So I have thought the last few days about finally reworking my Network here at home to get the Firewall between router and Server. The problem is that my Network is not in a state where I can just move everything behind the firewall, so I want to get to a in-between goal of having security for my server, and if something happens, at least security for the rest of my Network. I work in IT, but still an apprentice, and haven't configured a Firewall myself yet.
So take this image as my Current Infrastructure:
The Double line is not yet established, but planned, (so the current connection can be severed) thats why i have this question.
If i set the basics up, i can connect from LAN (server) to WAN without problems. That works Fine. But i have a NAS, Mailserver, Website, Gameservers and some more things on my Server, that i need to selectively reach from WAN, but things like my NAS, i need to only reach from my internal Network Range (192.168.178.x)
So how can i access the server (Port1, LAN, 192.168.1.x) From my Desktop(192.168.178.250)?

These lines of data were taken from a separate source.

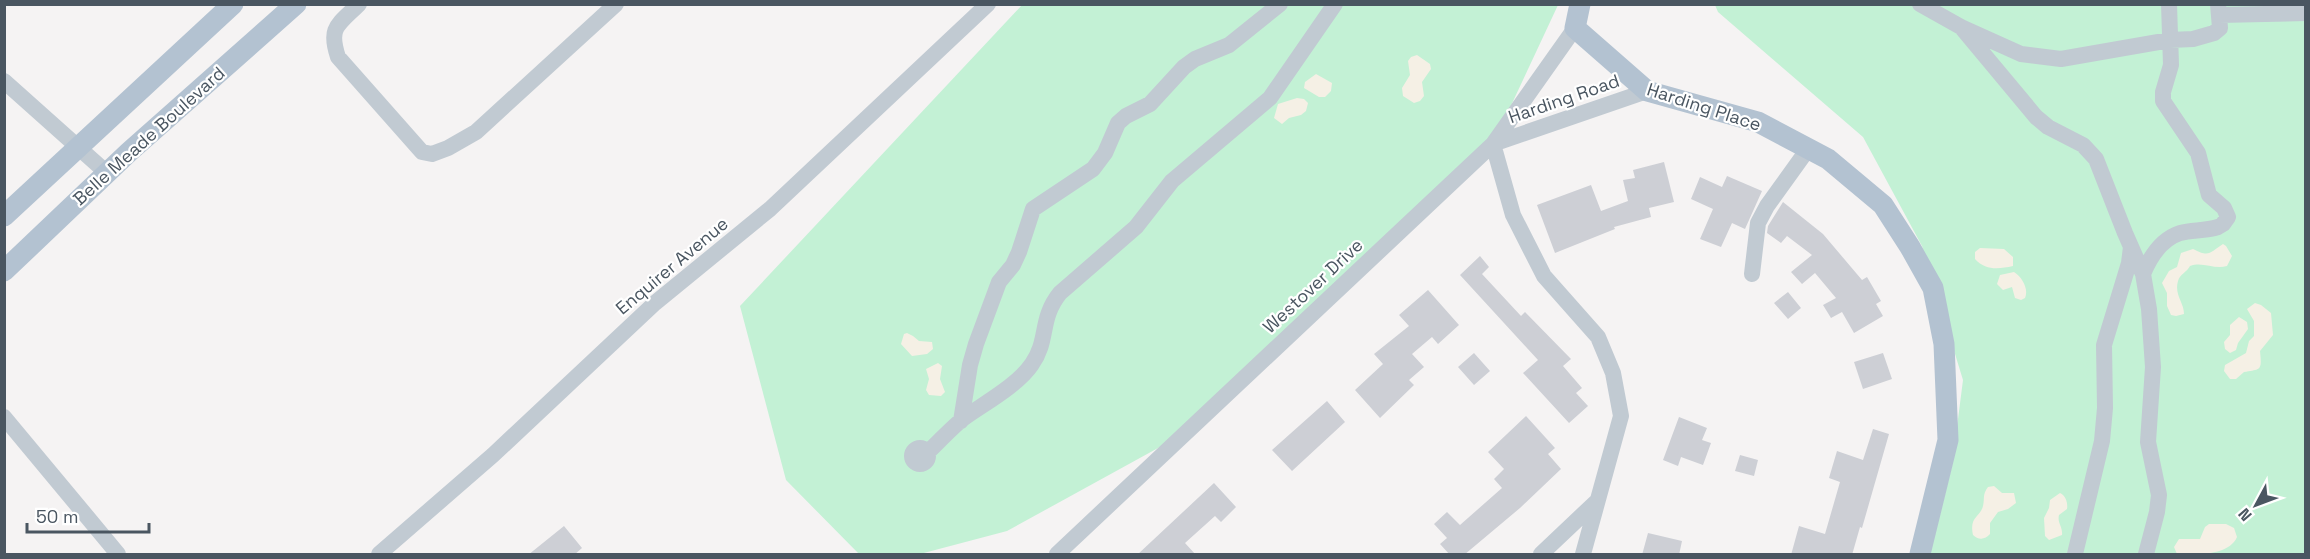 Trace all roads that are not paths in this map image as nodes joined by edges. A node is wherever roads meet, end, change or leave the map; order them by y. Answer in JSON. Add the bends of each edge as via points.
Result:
{"nodes":[{"id":1,"x":233,"y":4,"type":"edge"},
{"id":2,"x":296,"y":4,"type":"edge"},
{"id":3,"x":359,"y":4,"type":"edge"},
{"id":4,"x":616,"y":4,"type":"edge"},
{"id":5,"x":988,"y":4,"type":"edge"},
{"id":6,"x":1280,"y":4,"type":"edge"},
{"id":7,"x":1335,"y":4,"type":"edge"},
{"id":8,"x":1580,"y":4,"type":"edge"},
{"id":9,"x":1920,"y":4,"type":"edge"},
{"id":10,"x":2169,"y":4,"type":"edge"},
{"id":11,"x":2218,"y":10,"type":"edge"},
{"id":12,"x":2306,"y":13,"type":"edge"},
{"id":13,"x":1961,"y":27,"type":"junction"},
{"id":14,"x":1575,"y":28,"type":"junction"},
{"id":15,"x":2170,"y":40,"type":"junction"},
{"id":16,"x":4,"y":81,"type":"edge"},
{"id":17,"x":1647,"y":91,"type":"junction"},
{"id":18,"x":1493,"y":144,"type":"junction"},
{"id":19,"x":78,"y":145,"type":"junction"},
{"id":20,"x":1808,"y":149,"type":"junction"},
{"id":21,"x":107,"y":173,"type":"junction"},
{"id":22,"x":4,"y":216,"type":"edge"},
{"id":23,"x":2131,"y":247,"type":"junction"},
{"id":24,"x":4,"y":271,"type":"edge"},
{"id":25,"x":1752,"y":274,"type":"dead end"},
{"id":26,"x":2144,"y":274,"type":"junction"},
{"id":27,"x":4,"y":417,"type":"edge"},
{"id":28,"x":961,"y":421,"type":"junction"},
{"id":29,"x":927,"y":453,"type":"dead end"},
{"id":30,"x":1597,"y":501,"type":"junction"},
{"id":31,"x":118,"y":555,"type":"edge"},
{"id":32,"x":379,"y":555,"type":"edge"},
{"id":33,"x":1057,"y":555,"type":"edge"},
{"id":34,"x":1541,"y":555,"type":"edge"},
{"id":35,"x":1583,"y":555,"type":"edge"},
{"id":36,"x":1920,"y":555,"type":"edge"},
{"id":37,"x":2075,"y":555,"type":"edge"},
{"id":38,"x":2146,"y":555,"type":"edge"}],
"edges":[{"from":1,"to":19,"type":"main road"},
{"from":2,"to":21,"type":"main road","name":"Belle Meade Boulevard"},
{"from":3,"to":4,"type":"street","via":[[333,33],[338,57],[422,152],[432,154],[476,132]]},
{"from":5,"to":32,"type":"street","name":"Enquirer Avenue","via":[[770,209],[655,303],[493,455]]},
{"from":6,"to":28,"type":"street","via":[[1229,45],[1184,67],[1150,104],[1118,123],[1093,169],[1032,209],[1019,252],[999,282],[976,344]]},
{"from":7,"to":28,"type":"street","via":[[1270,98],[1172,181],[1136,226],[1060,293],[1045,320],[1038,355],[1023,376]]},
{"from":8,"to":14,"type":"main road"},
{"from":9,"to":13,"type":"street"},
{"from":10,"to":15,"type":"street"},
{"from":11,"to":12,"type":"street"},
{"from":11,"to":15,"type":"street","via":[[2220,28],[2214,33]]},
{"from":13,"to":15,"type":"street","via":[[2021,54],[2061,59]]},
{"from":13,"to":23,"type":"street","via":[[2036,117],[2092,154]]},
{"from":14,"to":17,"type":"main road","name":"Harding Place"},
{"from":14,"to":18,"type":"street","name":"Westover Drive"},
{"from":15,"to":26,"type":"street","via":[[2171,70],[2163,101],[2198,153],[2209,195],[2228,217],[2218,226],[2168,240],[2151,257]]},
{"from":16,"to":19,"type":"street"},
{"from":17,"to":18,"type":"street","name":"Harding Road"},
{"from":17,"to":20,"type":"main road","name":"Harding Place","via":[[1758,122]]},
{"from":18,"to":30,"type":"street","via":[[1513,215],[1544,276],[1598,337],[1614,373],[1621,416]]},
{"from":18,"to":33,"type":"street","name":"Westover Drive"},
{"from":19,"to":21,"type":"street"},
{"from":19,"to":22,"type":"main road"},
{"from":20,"to":25,"type":"street","via":[[1758,223]]},
{"from":20,"to":36,"type":"main road","name":"Harding Place","via":[[1828,159],[1883,205],[1933,288],[1944,344],[1948,440]]},
{"from":21,"to":24,"type":"main road","name":"Belle Meade Boulevard"},
{"from":23,"to":26,"type":"street"},
{"from":23,"to":37,"type":"street","via":[[2104,345],[2102,441]]},
{"from":26,"to":38,"type":"street","via":[[2153,367],[2148,442],[2159,495]]},
{"from":27,"to":31,"type":"street"},
{"from":28,"to":29,"type":"street"},
{"from":30,"to":34,"type":"street"},
{"from":30,"to":35,"type":"street"}]} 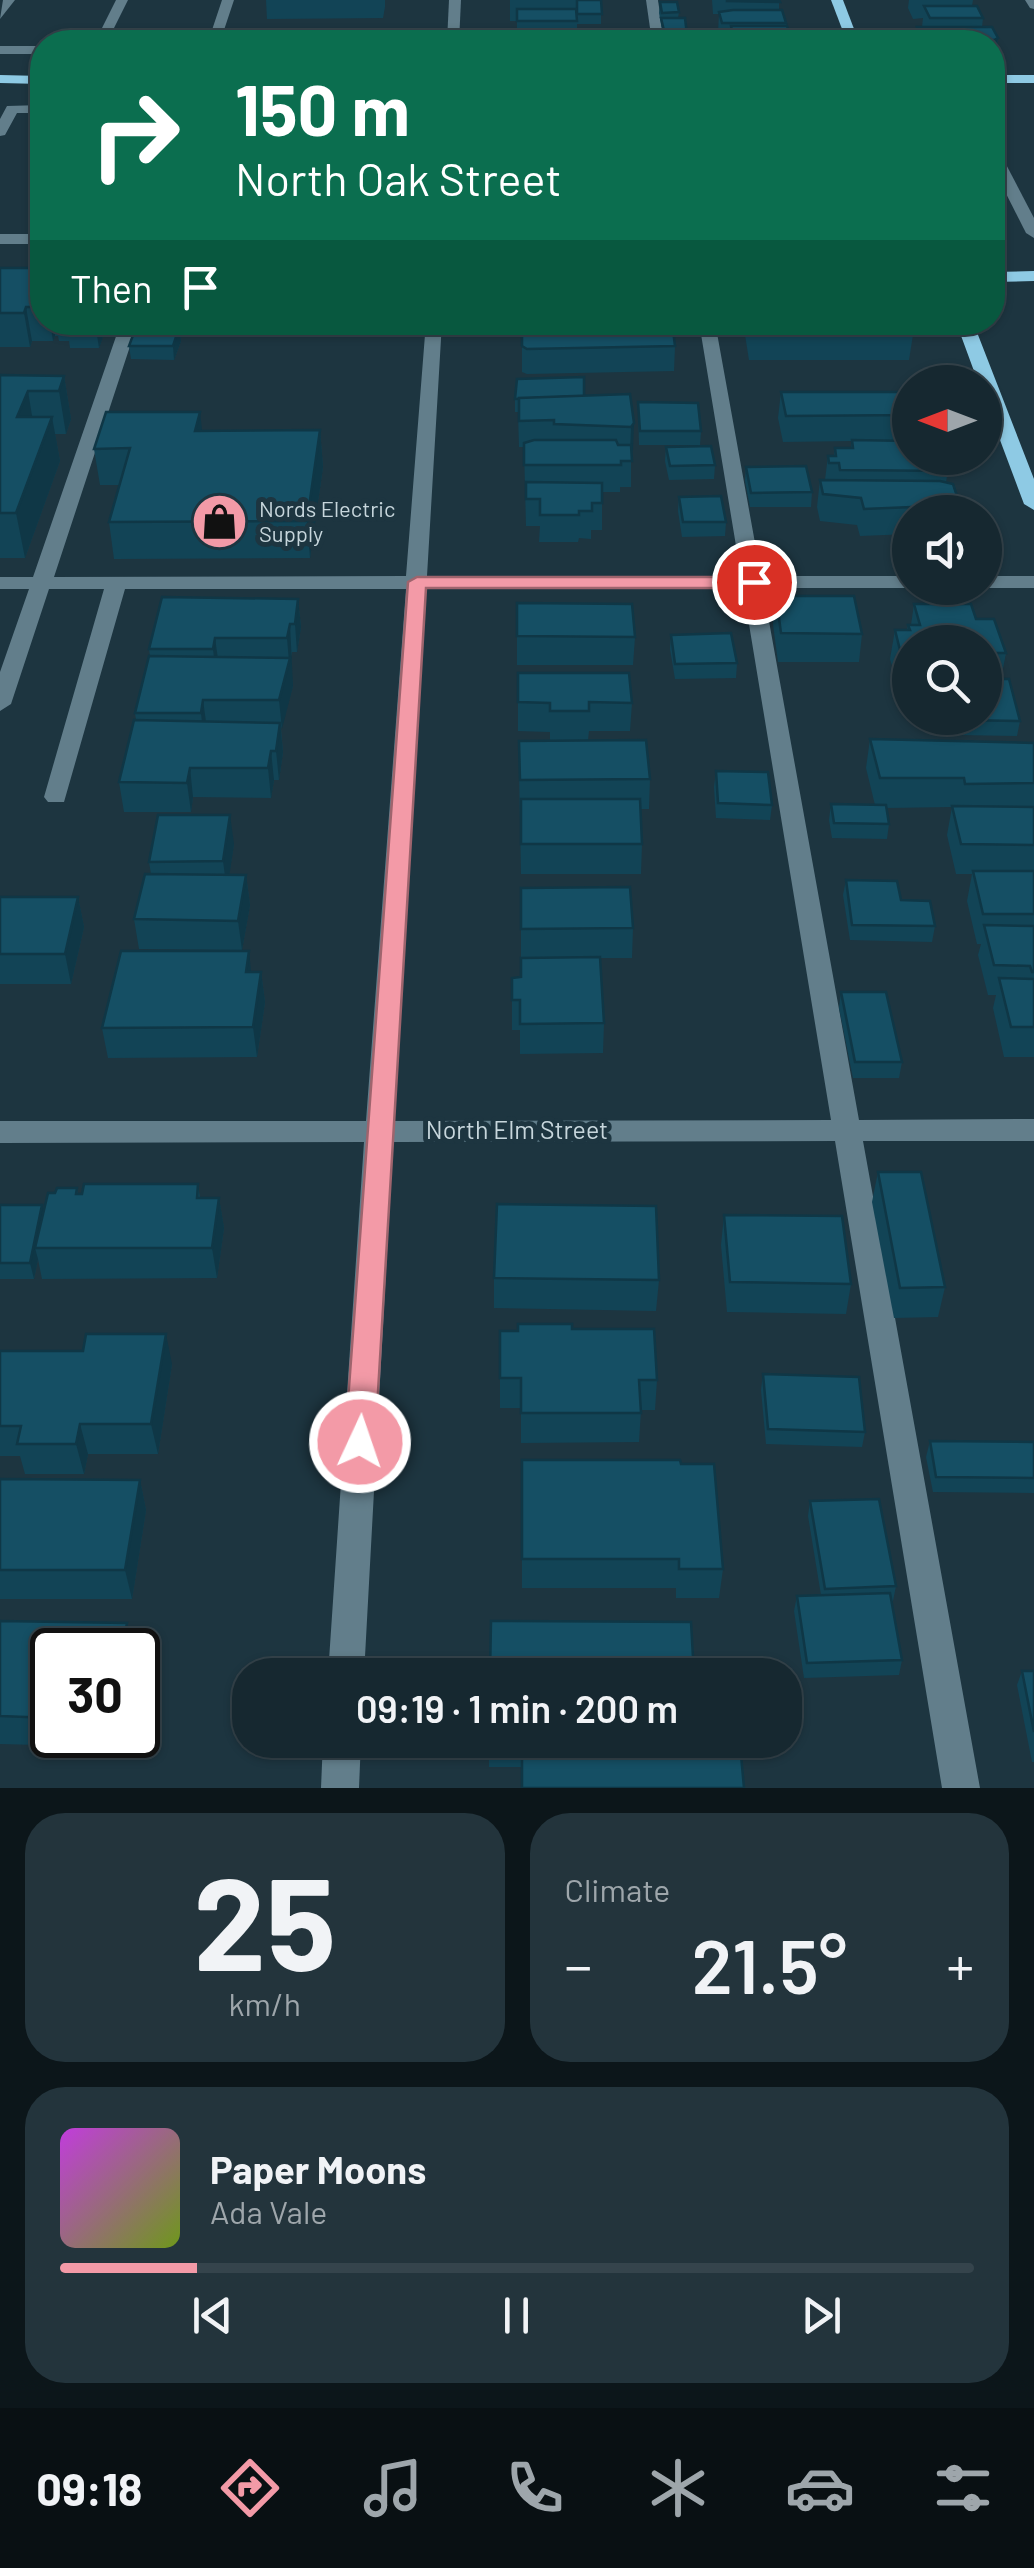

A colleague from work told me to disable the DHCP from my Fritzbox, give it the IP 192.168.178.2, let the Firewall Create DHCP on Port2, WAN, with 192.168.178.1 as the IP for the NIC, enable exposed host for the FW(192.168.178.1) and pointing the gateway to 192.168.178.2 (the new IP for the Fritzbox).
Would this give me the possibility by creating the rule from WAN,any to LAN,any with any service, to get a connection from my 192.168.178.x network to the 192.168.1.x network?